For people whose symptoms don’t respond to over-the-counter options, combining a nasal steroid with an antihistamine nasal spray can add another layer of relief. Your allergist can help you find the right combination.

Environmental Changes That Make a Real Difference

Reducing your exposure to allergens lowers the load on your immune system, which means your medications work better and your baseline symptoms stay lower.

A HEPA filter can theoretically remove at least 99.97% of airborne particles like pollen, dust, mold spores, and pet dander at the 0.3 micron size. Running one in your bedroom, where you spend roughly a third of your day, is a practical starting point. Keep windows closed during high pollen counts, shower before bed to rinse pollen off your skin and hair, and wash bedding weekly in hot water to control dust mites.

For pet allergies, keeping animals out of the bedroom and off upholstered furniture limits dander buildup in the spaces where you spend the most time. Hard flooring collects less allergen than carpet. If you’re allergic to dust mites, encasing your mattress and pillows in allergen-proof covers reduces exposure while you sleep.

Saline Rinses for Daily Relief

Rinsing your nasal passages with saline is one of the simplest things you can do, and the evidence behind it is solid. A meta-analysis of over 400 patients found that nasal saline irrigation improved allergy symptom scores for up to eight weeks compared to no treatment. It physically flushes out pollen, mucus, and inflammatory chemicals from your nasal lining.

You can use a squeeze bottle or neti pot with either isotonic or slightly saltier (hypertonic) saline. The volume doesn’t need to be precise. Studies used anywhere from a small squirt to over 60 mL per nostril, and benefits showed up across that range. Doing it once daily, especially after spending time outdoors, keeps your nasal passages clearer and can reduce how much medication you need.

What About Supplements Like Quercetin?

Quercetin, a plant compound found in onions, apples, and berries, is widely marketed as a natural antihistamine.
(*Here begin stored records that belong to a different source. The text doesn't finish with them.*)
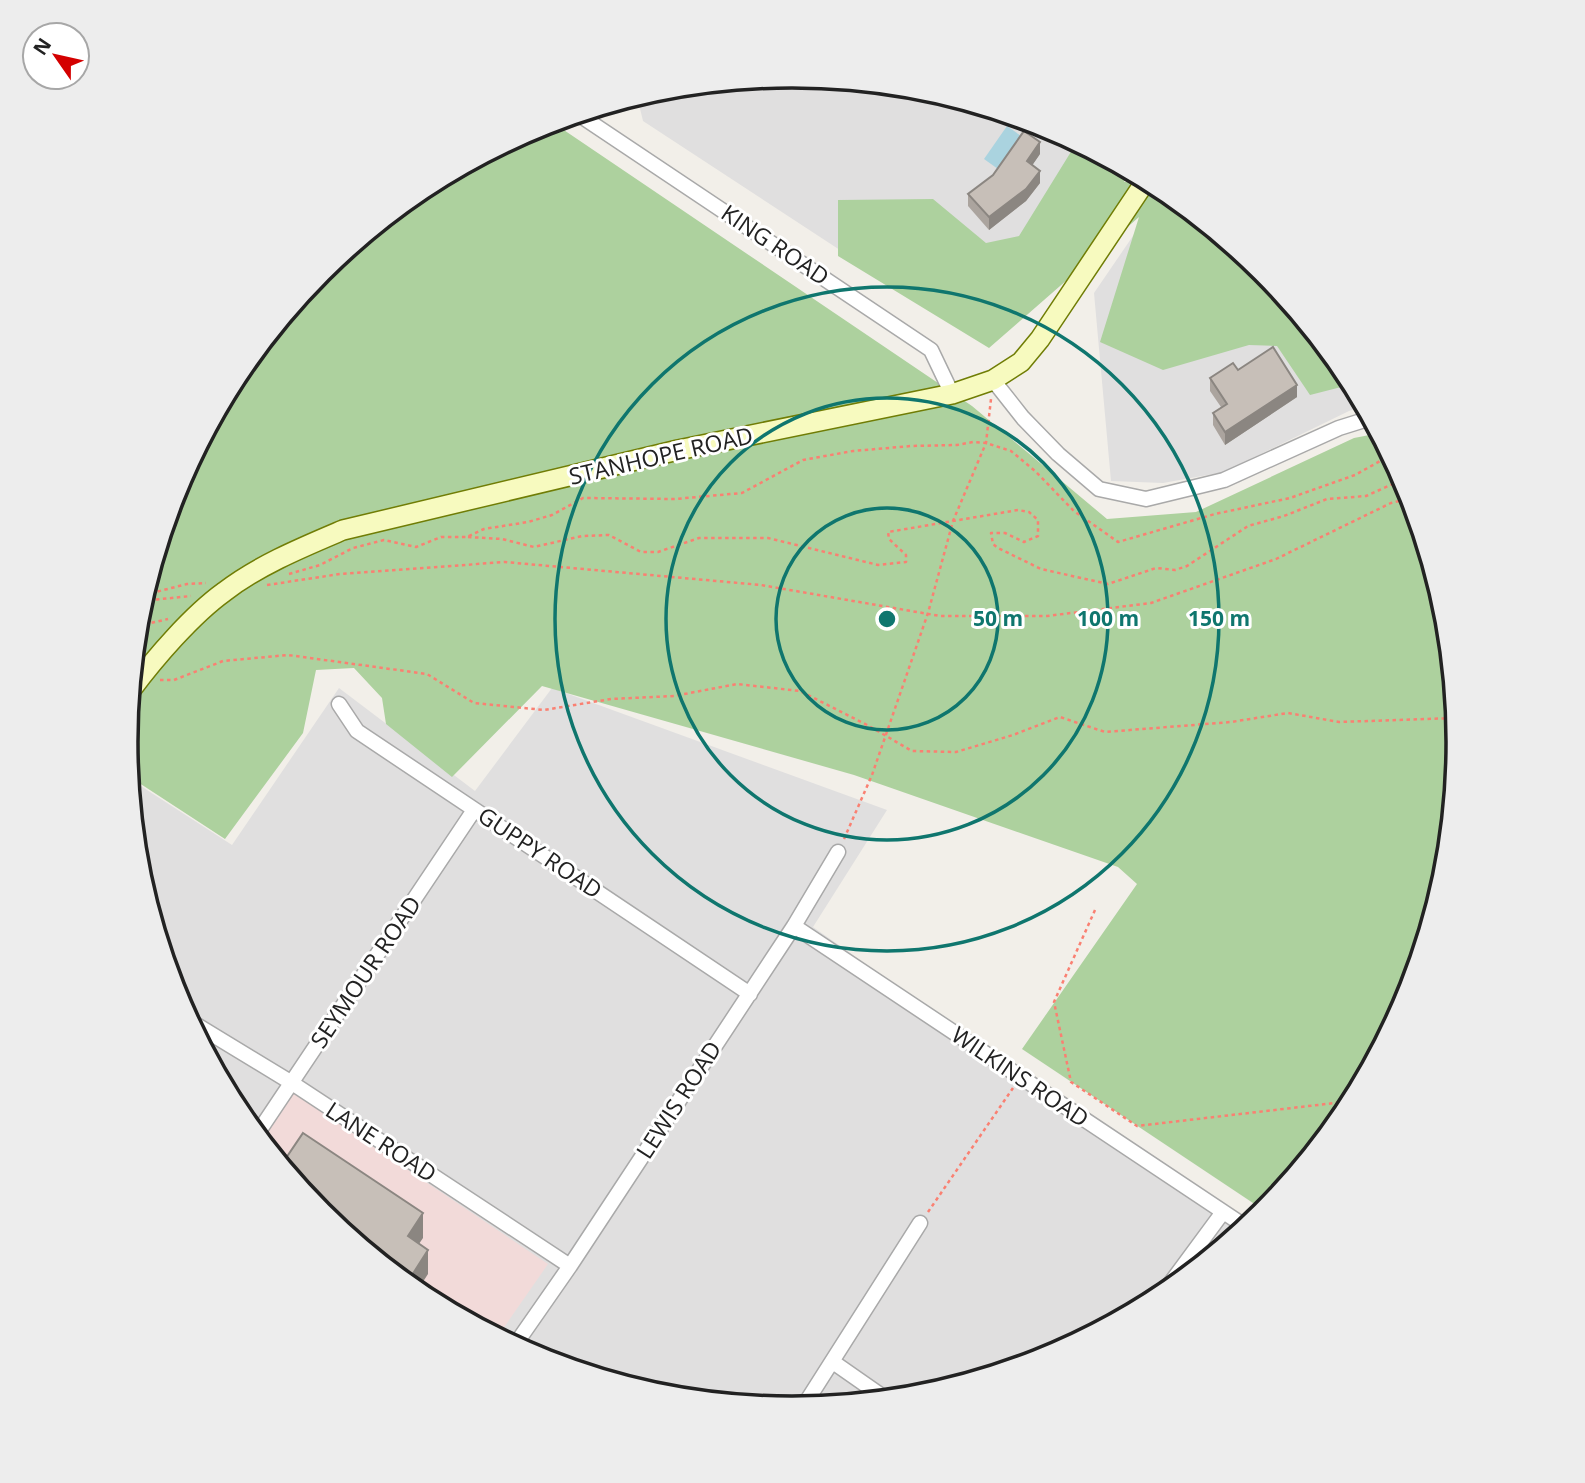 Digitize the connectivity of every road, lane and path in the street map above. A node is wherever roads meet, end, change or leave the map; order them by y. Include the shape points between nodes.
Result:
1 (588, 120) edge
2 (1141, 188) edge
3 (993, 380) junction
4 (952, 394) junction
5 (1362, 421) edge
6 (986, 443) junction
7 (1383, 460) edge
8 (1394, 484) edge
9 (1401, 501) edge
10 (953, 521) junction
11 (467, 537) junction
12 (280, 575) dead end
13 (214, 583) dead end
14 (262, 586) dead end
15 (156, 592) edge
16 (196, 596) dead end
17 (154, 600) edge
18 (928, 614) junction
19 (142, 677) edge
20 (141, 685) edge
21 (339, 704) dead end
22 (1445, 718) edge
23 (885, 735) junction
24 (474, 810) junction
25 (838, 852) joint
26 (1095, 909) dead end
27 (794, 926) junction
28 (750, 994) junction
29 (206, 1031) edge
30 (1020, 1077) junction
31 (292, 1083) junction
32 (1337, 1103) edge
33 (263, 1125) edge
34 (1223, 1212) junction
35 (1237, 1221) edge
36 (920, 1223) joint
37 (1184, 1265) edge
38 (570, 1266) junction
39 (521, 1336) edge
40 (833, 1362) junction
41 (875, 1390) edge
42 (811, 1395) edge

1 - 4 street, KING ROAD via 930,350
2 - 3 street, STANHOPE ROAD via 1040,339 1021,362
3 - 4 street, STANHOPE ROAD
3 - 5 street via 1058,454 1099,489 1146,499 1224,480
3 - 6 path
4 - 19 street, STANHOPE ROAD via 678,450 343,530 296,550 223,593
6 - 7 path via 1011,450 1073,511 1118,542 1290,498 1355,475
6 - 10 path
6 - 11 path via 853,451 803,460 742,493 675,499 583,498 552,515
8 - 10 path via 1366,496 1326,499 1248,526 1187,566 1156,568 1108,584 1041,569 993,544 991,533 1006,533 1024,542 1038,536 1038,520 1029,512
9 - 18 path via 1276,559 1151,603 1048,616
10 - 11 path via 888,532 889,539 906,555 906,562 878,565 768,538 699,538 658,552 641,552 609,534 534,547
10 - 18 path
11 - 12 path via 441,537 416,547 384,540
13 - 15 path
14 - 18 path via 340,574 505,562 761,585
16 - 17 path
18 - 23 path
20 - 23 path via 174,680 223,661 288,655 427,674 474,703 544,710 737,684 800,691
21 - 24 street, GUPPY ROAD via 357,731
22 - 23 path via 1339,722 1288,713 1105,732 1060,717 956,752 912,751
23 - 25 path
24 - 28 street, GUPPY ROAD
24 - 31 street, SEYMOUR ROAD
25 - 27 street, LEWIS ROAD
26 - 32 path via 1054,1002 1071,1082 1137,1126
27 - 28 street, LEWIS ROAD
27 - 30 street, WILKINS ROAD
28 - 38 street, LEWIS ROAD
29 - 31 street, LANE ROAD
30 - 34 street, WILKINS ROAD
30 - 36 path
31 - 33 street, SEYMOUR ROAD
31 - 38 street, LANE ROAD
34 - 35 street, WILKINS ROAD
34 - 37 street
36 - 40 street
38 - 39 street, LEWIS ROAD
40 - 41 street
40 - 42 street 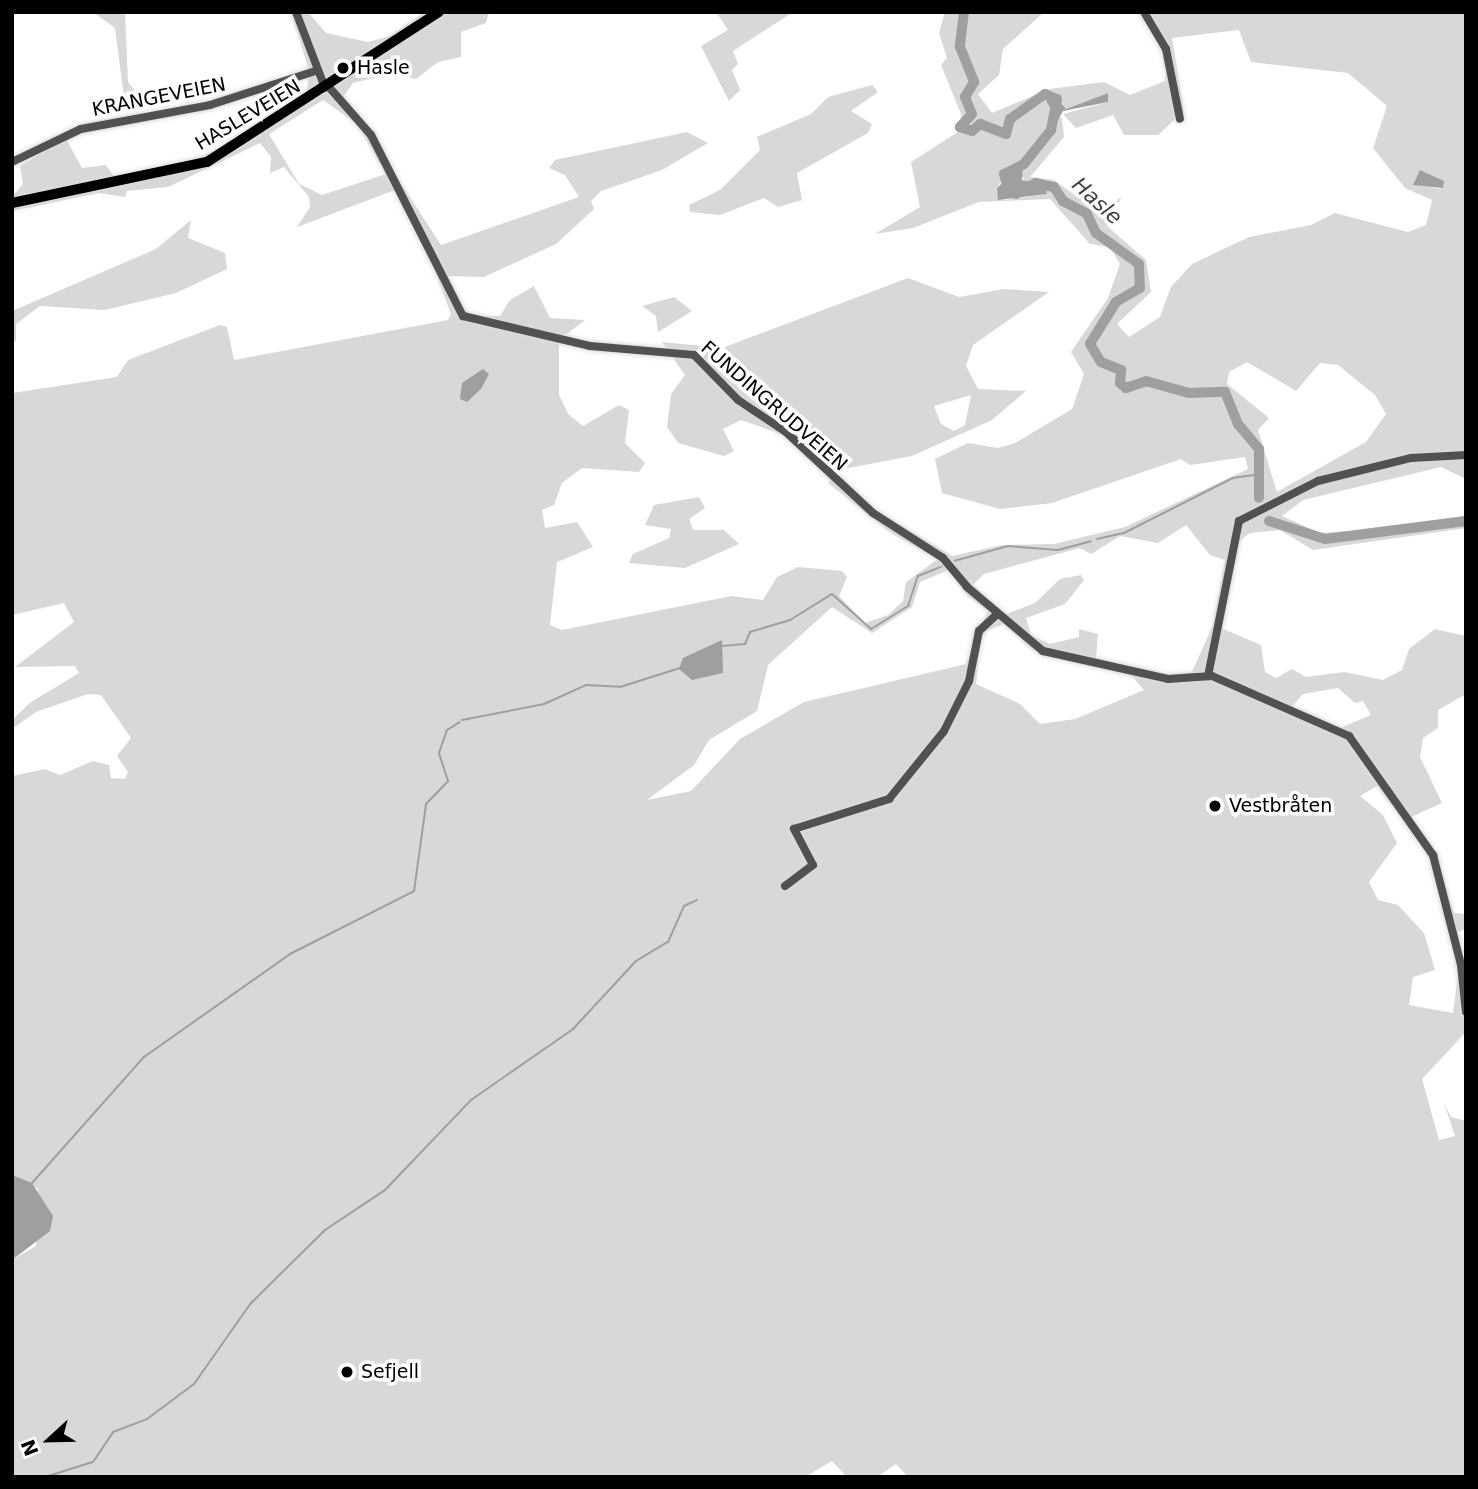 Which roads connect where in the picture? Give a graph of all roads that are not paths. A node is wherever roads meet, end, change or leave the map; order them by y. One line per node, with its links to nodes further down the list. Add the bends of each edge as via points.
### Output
1 (296, 12): 4 (street, FUNDINGRUDVEIEN)
2 (439, 12): 5 (main road, HASLEVEIEN)
3 (1144, 12): 6 (street, via 1166,49)
4 (315, 71): 5 (street, FUNDINGRUDVEIEN); 7 (street, KRANGEVEIEN, via 210,105 81,129)
5 (326, 87): 8 (main road, HASLEVEIEN, via 191,168); 10 (street, FUNDINGRUDVEIEN, via 371,135 463,316 590,346 694,355 738,400 786,432 873,513 943,558)
6 (1180, 119)
7 (12, 162)
8 (12, 203)
9 (1466, 456): 11 (street, via 1420,456 1318,481 1234,527)
10 (996, 614): 11 (street, FUNDINGRUDVEIEN, via 1052,655 1168,680); 12 (street, via 976,638 969,681 944,731 889,799 794,829 813,865)
11 (1208, 676): 13 (street, FUNDINGRUDVEIEN, via 1327,724 1354,743 1433,855 1461,965)
12 (785, 886)
13 (1466, 1013)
In animal studies, it does reduce markers of allergic inflammation, including histamine levels and the immune cells that drive allergic reactions. The problem is translating those results to humans. The effective doses used in rodent studies are far higher than what you’d get from food or even commercial supplements, because quercetin has very low bioavailability. Your body simply doesn’t absorb enough of it to replicate the animal data.

Researchers are exploring advanced delivery methods like nanoparticle formulations to improve absorption, but no well-designed human trials have confirmed that quercetin supplements meaningfully reduce allergy symptoms at doses you can buy off the shelf. It’s not harmful to try, but it shouldn’t replace proven treatments.

Biologics for Severe Cases

If your allergies are severe enough to drive persistent asthma, nasal polyps, or eczema that doesn’t respond to standard treatment, biologic medications may be an option. These are injectable drugs that target specific parts of the immune response. One blocks the antibody responsible for triggering allergic reactions, while others target the inflammatory cells or signaling molecules that keep symptoms going. They’re prescribed by specialists and are reserved for cases where other treatments have failed, but they can be transformative for people who qualify.

Putting It All Together

The most effective approach layers multiple strategies. Start with environmental controls to reduce your allergen exposure. Add a daily nasal steroid spray and saline rinses for consistent symptom management. Use an antihistamine on days when itching or eye symptoms flare. If those steps aren’t enough, talk to an allergist about immunotherapy, which offers the best shot at long-term remission over three to five years. Most people who commit to the full course notice a dramatic, lasting reduction in symptoms, and some stop needing medications altogether.